*THE PROBLEM*
Transcribe all of the data exactly. Images stay out.

————————

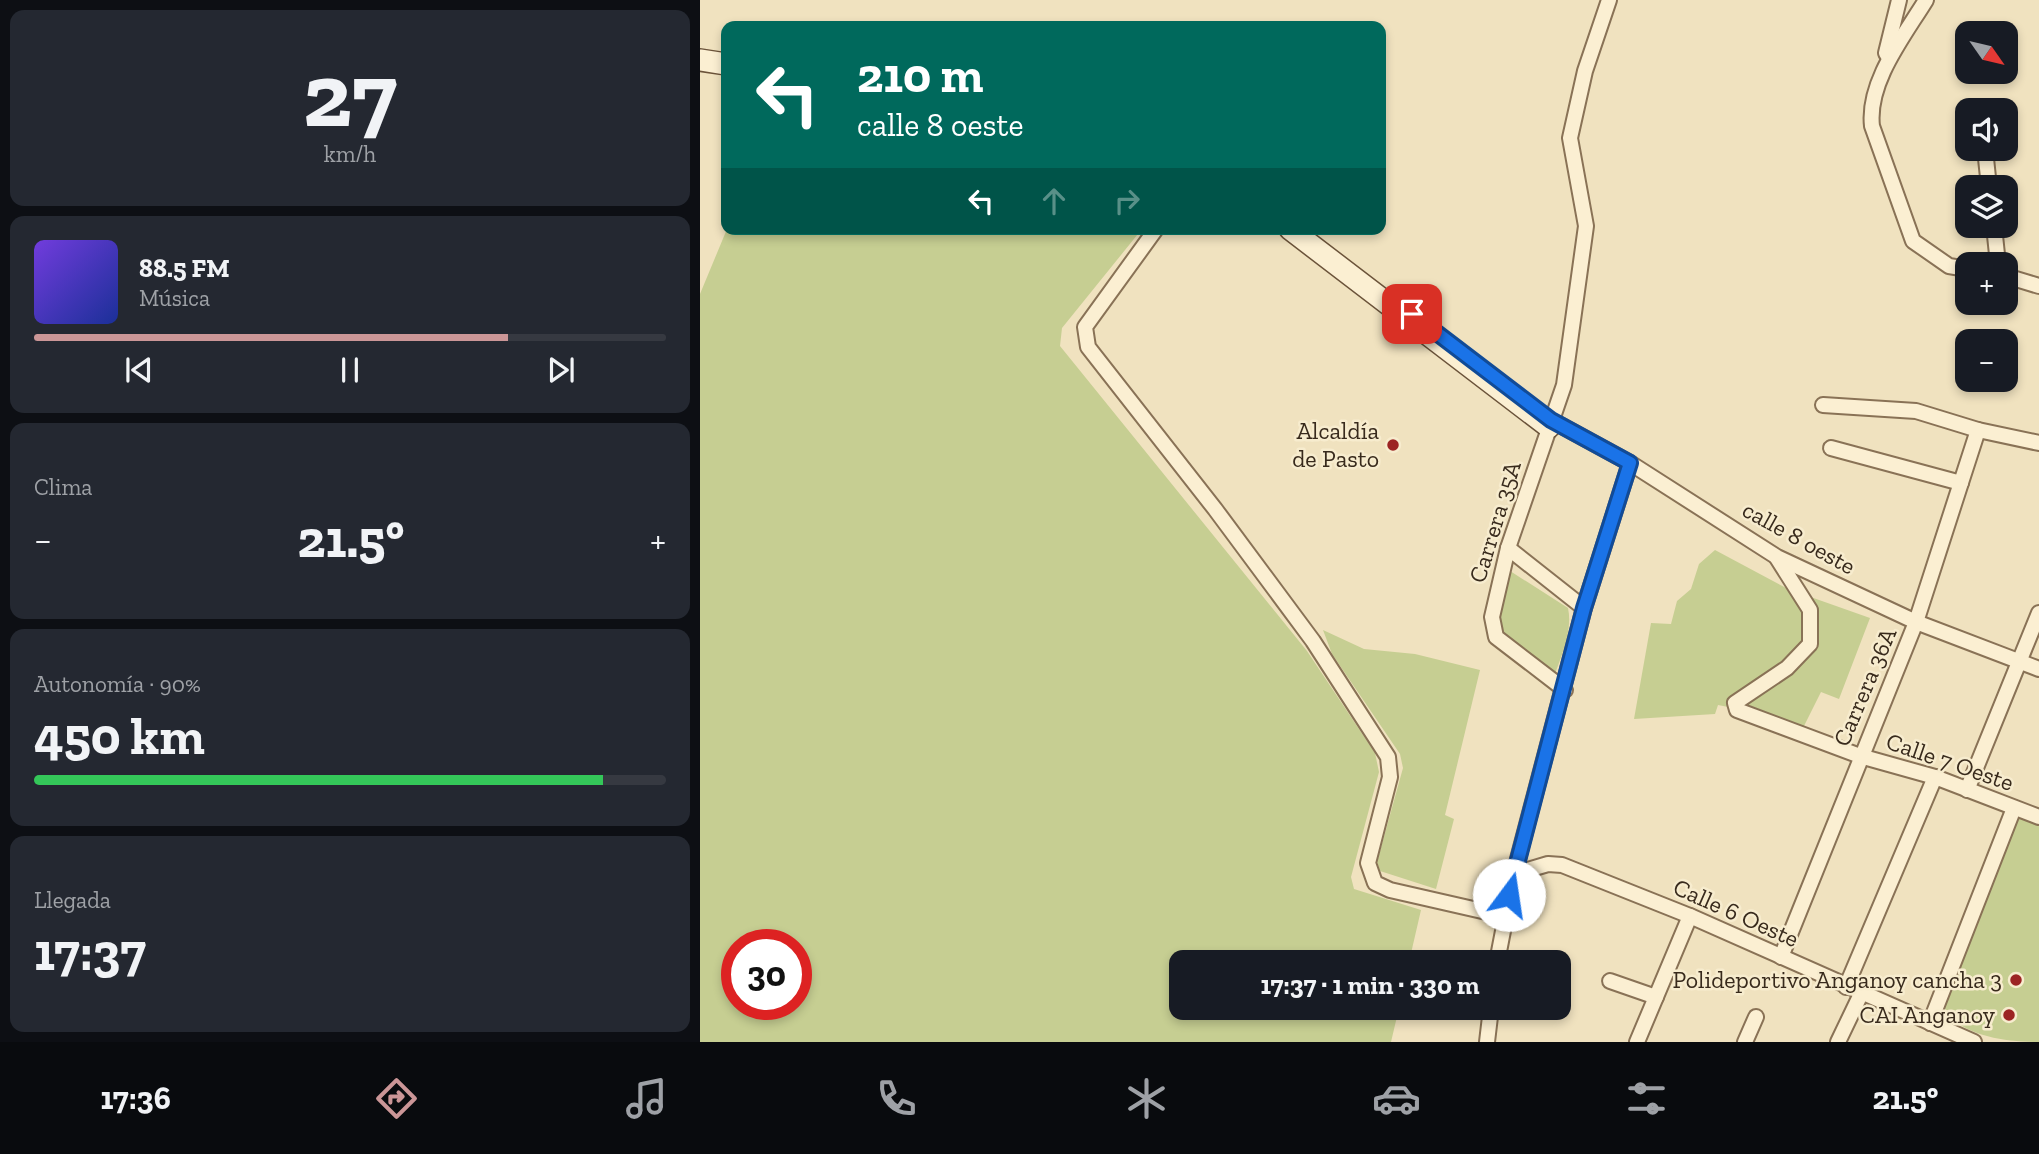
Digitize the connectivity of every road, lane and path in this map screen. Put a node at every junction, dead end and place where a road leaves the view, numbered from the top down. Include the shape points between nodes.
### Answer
1 (1609, 0) edge
2 (1899, 0) edge
3 (1926, 0) edge
4 (1891, 59) junction
5 (700, 60) edge
6 (721, 63) edge
7 (700, 68) edge
8 (721, 71) edge
9 (1152, 235) edge
10 (1298, 235) edge
11 (1309, 235) edge
12 (1955, 267) edge
13 (2018, 280) edge
14 (2039, 286) edge
15 (1823, 405) dead end
16 (1550, 423) junction
17 (1978, 430) junction
18 (2039, 443) edge
19 (1831, 448) dead end
20 (1630, 463) junction
21 (1961, 483) junction
22 (1508, 548) junction
23 (1777, 557) junction
24 (1584, 608) junction
25 (2039, 613) edge
26 (1916, 622) junction
27 (2019, 662) junction
28 (2039, 669) edge
29 (1565, 690) junction
30 (1860, 756) junction
31 (1935, 777) junction
32 (1968, 790) junction
33 (2014, 808) junction
34 (2039, 817) edge
35 (1514, 874) junction
36 (1504, 916) junction
37 (1690, 916) junction
38 (1499, 950) edge
39 (1781, 957) junction
40 (1610, 981) dead end
41 (1846, 987) junction
42 (1861, 994) junction
43 (1657, 997) junction
44 (1756, 1017) dead end
45 (1490, 1020) edge
46 (1930, 1023) junction
47 (1487, 1042) edge
48 (1637, 1042) edge
49 (1745, 1042) edge
50 (1839, 1042) edge
51 (1974, 1042) edge

1 - 16 street, Carrera 35A via 1585,71 1570,138 1586,226 1564,385
2 - 4 street via 1886,53
3 - 4 street
4 - 12 street via 1870,110 1872,126 1913,242
5 - 6 street
7 - 8 street
9 - 36 street via 1085,327 1088,347 1305,630 1388,757 1390,777 1368,863 1375,883
10 - 16 street
11 - 16 street
13 - 14 street
15 - 17 street via 1916,411
16 - 20 street, calle 8 oeste
16 - 22 street, Carrera 35A
17 - 18 street
17 - 21 street, Carrera 36A
19 - 21 street
20 - 23 street, calle 8 oeste
20 - 24 street
21 - 26 street, Carrera 36A
22 - 24 street
22 - 29 street, Carrera 35A via 1492,617 1496,637
23 - 26 street, calle 8 oeste
23 - 30 street, Calle 7 Oeste via 1810,610 1810,644 1794,663 1735,703 1737,710
24 - 29 street
25 - 27 street
26 - 27 street, calle 8 oeste
26 - 30 street, Carrera 36A
27 - 28 street, calle 8 oeste
27 - 32 street
29 - 35 street
30 - 31 street, Calle 7 Oeste
30 - 39 street, Carrera 36A
31 - 32 street, Calle 7 Oeste
31 - 41 street
32 - 33 street, Calle 7 Oeste
33 - 34 street, Calle 7 Oeste
33 - 46 street
35 - 36 street
35 - 37 street, Calle 6 Oeste via 1562,864
36 - 38 street
37 - 39 street, Calle 6 Oeste
37 - 43 street
39 - 41 street, Calle 6 Oeste
40 - 43 street
41 - 42 street, Calle 6 Oeste
42 - 46 street, Calle 6 Oeste
42 - 50 street
43 - 48 street
44 - 49 street
45 - 47 street
46 - 51 street, Calle 6 Oeste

————————

*OUTPUT FOR THIS EXERCISE*
Digitize the connectivity of every road, lane and path in this map screen. Put a node at every junction, dead end and place where a road leaves the view, numbered from the top down. Include the shape points between nodes.
### Answer
1 (1609, 0) edge
2 (1899, 0) edge
3 (1926, 0) edge
4 (1891, 59) junction
5 (700, 60) edge
6 (721, 63) edge
7 (700, 68) edge
8 (721, 71) edge
9 (1152, 235) edge
10 (1298, 235) edge
11 (1309, 235) edge
12 (1955, 267) edge
13 (2018, 280) edge
14 (2039, 286) edge
15 (1823, 405) dead end
16 (1550, 423) junction
17 (1978, 430) junction
18 (2039, 443) edge
19 (1831, 448) dead end
20 (1630, 463) junction
21 (1961, 483) junction
22 (1508, 548) junction
23 (1777, 557) junction
24 (1584, 608) junction
25 (2039, 613) edge
26 (1916, 622) junction
27 (2019, 662) junction
28 (2039, 669) edge
29 (1565, 690) junction
30 (1860, 756) junction
31 (1935, 777) junction
32 (1968, 790) junction
33 (2014, 808) junction
34 (2039, 817) edge
35 (1514, 874) junction
36 (1504, 916) junction
37 (1690, 916) junction
38 (1499, 950) edge
39 (1781, 957) junction
40 (1610, 981) dead end
41 (1846, 987) junction
42 (1861, 994) junction
43 (1657, 997) junction
44 (1756, 1017) dead end
45 (1490, 1020) edge
46 (1930, 1023) junction
47 (1487, 1042) edge
48 (1637, 1042) edge
49 (1745, 1042) edge
50 (1839, 1042) edge
51 (1974, 1042) edge

1 - 16 street, Carrera 35A via 1585,71 1570,138 1586,226 1564,385
2 - 4 street via 1886,53
3 - 4 street
4 - 12 street via 1870,110 1872,126 1913,242
5 - 6 street
7 - 8 street
9 - 36 street via 1085,327 1088,347 1305,630 1388,757 1390,777 1368,863 1375,883
10 - 16 street
11 - 16 street
13 - 14 street
15 - 17 street via 1916,411
16 - 20 street, calle 8 oeste
16 - 22 street, Carrera 35A
17 - 18 street
17 - 21 street, Carrera 36A
19 - 21 street
20 - 23 street, calle 8 oeste
20 - 24 street
21 - 26 street, Carrera 36A
22 - 24 street
22 - 29 street, Carrera 35A via 1492,617 1496,637
23 - 26 street, calle 8 oeste
23 - 30 street, Calle 7 Oeste via 1810,610 1810,644 1794,663 1735,703 1737,710
24 - 29 street
25 - 27 street
26 - 27 street, calle 8 oeste
26 - 30 street, Carrera 36A
27 - 28 street, calle 8 oeste
27 - 32 street
29 - 35 street
30 - 31 street, Calle 7 Oeste
30 - 39 street, Carrera 36A
31 - 32 street, Calle 7 Oeste
31 - 41 street
32 - 33 street, Calle 7 Oeste
33 - 34 street, Calle 7 Oeste
33 - 46 street
35 - 36 street
35 - 37 street, Calle 6 Oeste via 1562,864
36 - 38 street
37 - 39 street, Calle 6 Oeste
37 - 43 street
39 - 41 street, Calle 6 Oeste
40 - 43 street
41 - 42 street, Calle 6 Oeste
42 - 46 street, Calle 6 Oeste
42 - 50 street
43 - 48 street
44 - 49 street
45 - 47 street
46 - 51 street, Calle 6 Oeste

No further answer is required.